***** DATA EXTRACTS *****

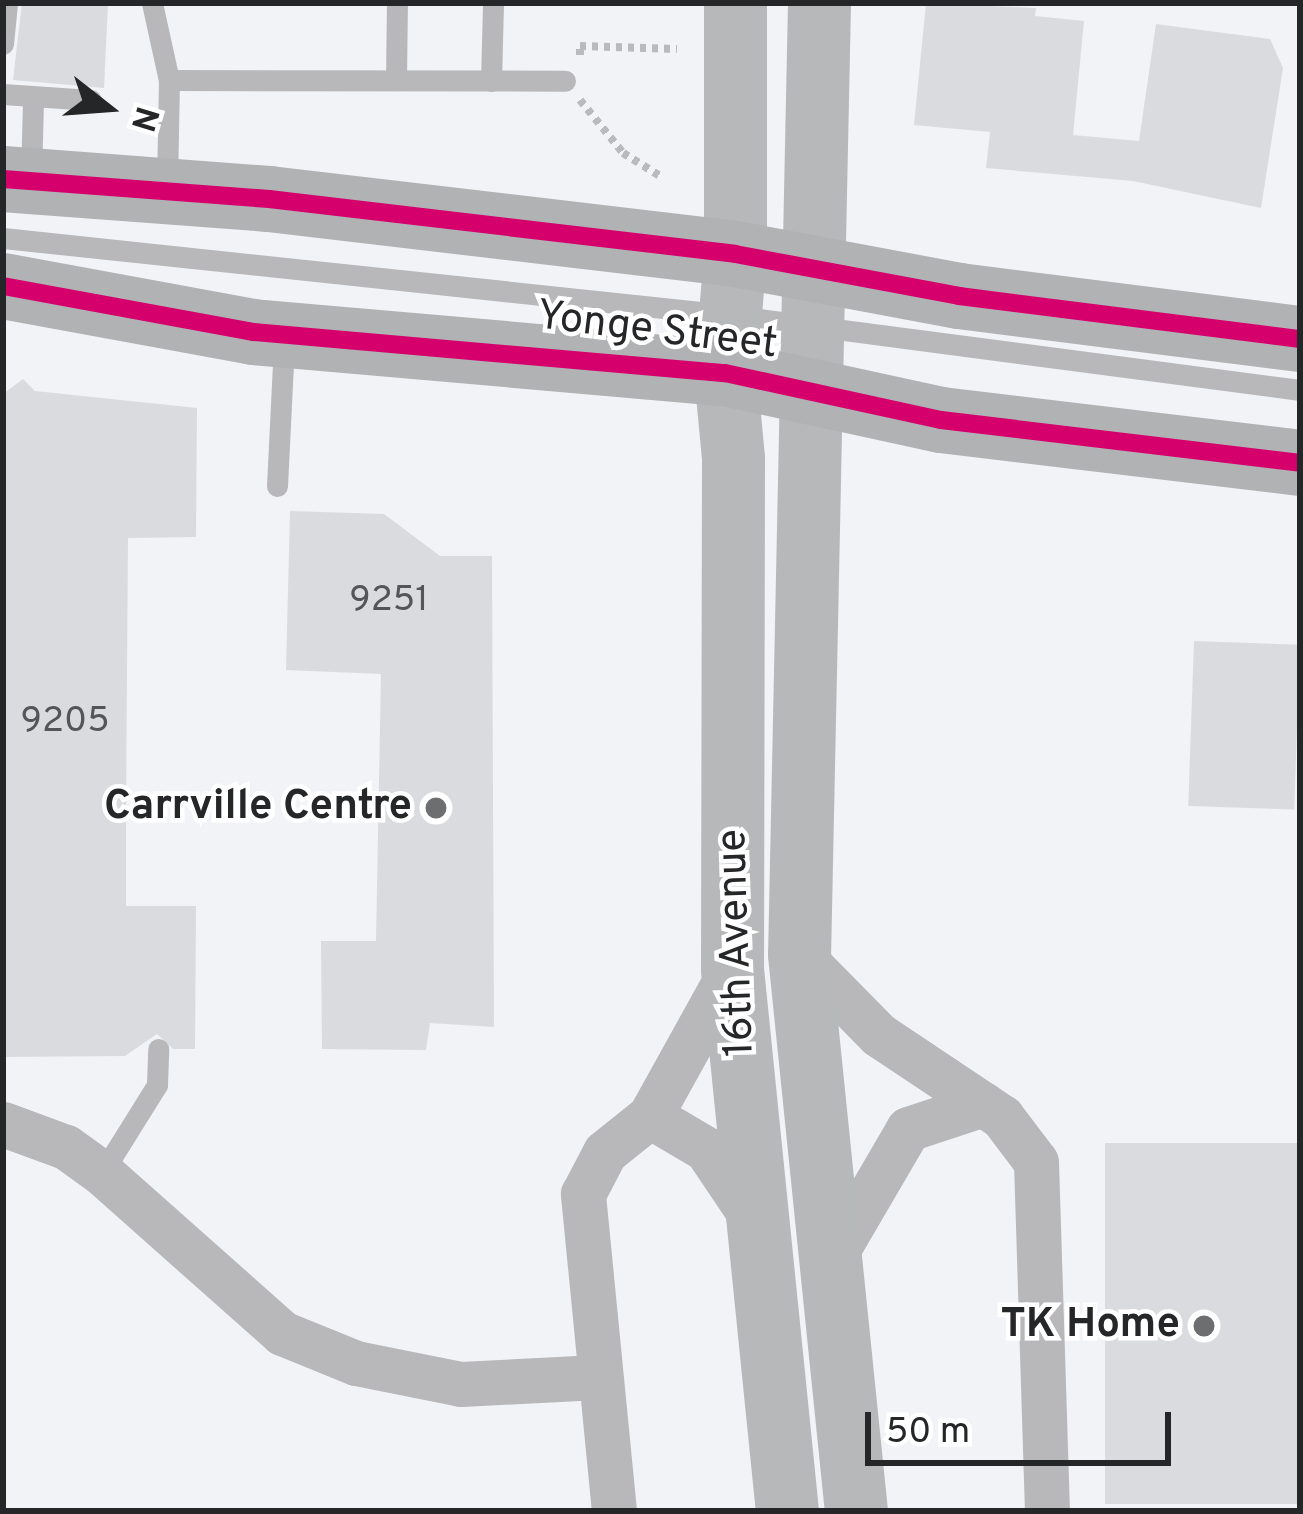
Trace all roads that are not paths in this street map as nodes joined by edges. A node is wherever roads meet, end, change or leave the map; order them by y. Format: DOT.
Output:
graph roads {
  1 [pos="7,3"];
  2 [pos="152,3"];
  3 [pos="398,3"];
  4 [pos="493,3"];
  5 [pos="735,3"];
  6 [pos="819,3"];
  7 [pos="3,44"];
  8 [pos="3,72"];
  9 [pos="575,76"];
  10 [pos="170,80"];
  11 [pos="396,80"];
  12 [pos="491,81"];
  13 [pos="5,95"];
  14 [pos="33,100"];
  15 [pos="92,100"];
  16 [pos="167,191"];
  17 [pos="12,199"];
  18 [pos="3,286"];
  19 [pos="730,314"];
  20 [pos="811,328"];
  21 [pos="285,334"];
  22 [pos="1300,339"];
  23 [pos="1300,390"];
  24 [pos="1300,463"];
  25 [pos="278,486"];
  26 [pos="800,954"];
  27 [pos="732,969"];
  28 [pos="158,1049"];
  29 [pos="983,1104"];
  30 [pos="650,1116"];
  31 [pos="3,1124"];
  32 [pos="102,1173"];
  33 [pos="755,1223"];
  34 [pos="831,1261"];
  35 [pos="598,1378"];
  36 [pos="614,1511"];
  37 [pos="787,1511"];
  38 [pos="856,1511"];
  39 [pos="1047,1511"];
  1 -- 7 [label="lane"];
  2 -- 10 [label="lane"];
  3 -- 11 [label="lane"];
  4 -- 12 [label="lane"];
  5 -- 19 [label="main road, 16th Avenue"];
  6 -- 20 [label="main road, 16th Avenue"];
  8 -- 13 [label="lane"];
  9 -- 12 [label="lane"];
  10 -- 11 [label="lane"];
  10 -- 16 [label="lane"];
  11 -- 12 [label="lane"];
  13 -- 14 [label="lane"];
  14 -- 15 [label="lane"];
  14 -- 17 [label="lane"];
  16 -- 17 [label="main road, Yonge Street"];
  16 -- 19 [label="main road, Yonge Street"];
  17 -- 19 [label="lane"];
  18 -- 21 [label="main road, Yonge Street"];
  19 -- 20 [label="main road, Yonge Street"];
  19 -- 20 [label="main road, Yonge Street"];
  19 -- 21 [label="main road, Yonge Street"];
  19 -- 27 [label="main road, 16th Avenue"];
  20 -- 22 [label="main road, Yonge Street"];
  20 -- 23 [label="lane"];
  20 -- 24 [label="main road, Yonge Street"];
  20 -- 26 [label="main road, 16th Avenue"];
  21 -- 25 [label="lane"];
  26 -- 29 [label="street, 16th Avenue"];
  26 -- 34 [label="main road, 16th Avenue"];
  27 -- 30 [label="street"];
  27 -- 33 [label="main road, 16th Avenue"];
  28 -- 32 [label="lane"];
  29 -- 34 [label="street"];
  29 -- 39 [label="street, 16th Avenue"];
  30 -- 33 [label="street"];
  30 -- 35 [label="street"];
  31 -- 32 [label="street"];
  32 -- 35 [label="street"];
  33 -- 37 [label="main road, 16th Avenue"];
  34 -- 38 [label="main road, 16th Avenue"];
  35 -- 36 [label="street"];
}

*****

### ACTIVITY
Transcribe the records verbatim, excluding pictures.

### EXPECTED OUTPUT
Trace all roads that are not paths in this street map as nodes joined by edges. A node is wherever roads meet, end, change or leave the map; order them by y. Format: DOT.
Output:
graph roads {
  1 [pos="7,3"];
  2 [pos="152,3"];
  3 [pos="398,3"];
  4 [pos="493,3"];
  5 [pos="735,3"];
  6 [pos="819,3"];
  7 [pos="3,44"];
  8 [pos="3,72"];
  9 [pos="575,76"];
  10 [pos="170,80"];
  11 [pos="396,80"];
  12 [pos="491,81"];
  13 [pos="5,95"];
  14 [pos="33,100"];
  15 [pos="92,100"];
  16 [pos="167,191"];
  17 [pos="12,199"];
  18 [pos="3,286"];
  19 [pos="730,314"];
  20 [pos="811,328"];
  21 [pos="285,334"];
  22 [pos="1300,339"];
  23 [pos="1300,390"];
  24 [pos="1300,463"];
  25 [pos="278,486"];
  26 [pos="800,954"];
  27 [pos="732,969"];
  28 [pos="158,1049"];
  29 [pos="983,1104"];
  30 [pos="650,1116"];
  31 [pos="3,1124"];
  32 [pos="102,1173"];
  33 [pos="755,1223"];
  34 [pos="831,1261"];
  35 [pos="598,1378"];
  36 [pos="614,1511"];
  37 [pos="787,1511"];
  38 [pos="856,1511"];
  39 [pos="1047,1511"];
  1 -- 7 [label="lane"];
  2 -- 10 [label="lane"];
  3 -- 11 [label="lane"];
  4 -- 12 [label="lane"];
  5 -- 19 [label="main road, 16th Avenue"];
  6 -- 20 [label="main road, 16th Avenue"];
  8 -- 13 [label="lane"];
  9 -- 12 [label="lane"];
  10 -- 11 [label="lane"];
  10 -- 16 [label="lane"];
  11 -- 12 [label="lane"];
  13 -- 14 [label="lane"];
  14 -- 15 [label="lane"];
  14 -- 17 [label="lane"];
  16 -- 17 [label="main road, Yonge Street"];
  16 -- 19 [label="main road, Yonge Street"];
  17 -- 19 [label="lane"];
  18 -- 21 [label="main road, Yonge Street"];
  19 -- 20 [label="main road, Yonge Street"];
  19 -- 20 [label="main road, Yonge Street"];
  19 -- 21 [label="main road, Yonge Street"];
  19 -- 27 [label="main road, 16th Avenue"];
  20 -- 22 [label="main road, Yonge Street"];
  20 -- 23 [label="lane"];
  20 -- 24 [label="main road, Yonge Street"];
  20 -- 26 [label="main road, 16th Avenue"];
  21 -- 25 [label="lane"];
  26 -- 29 [label="street, 16th Avenue"];
  26 -- 34 [label="main road, 16th Avenue"];
  27 -- 30 [label="street"];
  27 -- 33 [label="main road, 16th Avenue"];
  28 -- 32 [label="lane"];
  29 -- 34 [label="street"];
  29 -- 39 [label="street, 16th Avenue"];
  30 -- 33 [label="street"];
  30 -- 35 [label="street"];
  31 -- 32 [label="street"];
  32 -- 35 [label="street"];
  33 -- 37 [label="main road, 16th Avenue"];
  34 -- 38 [label="main road, 16th Avenue"];
  35 -- 36 [label="street"];
}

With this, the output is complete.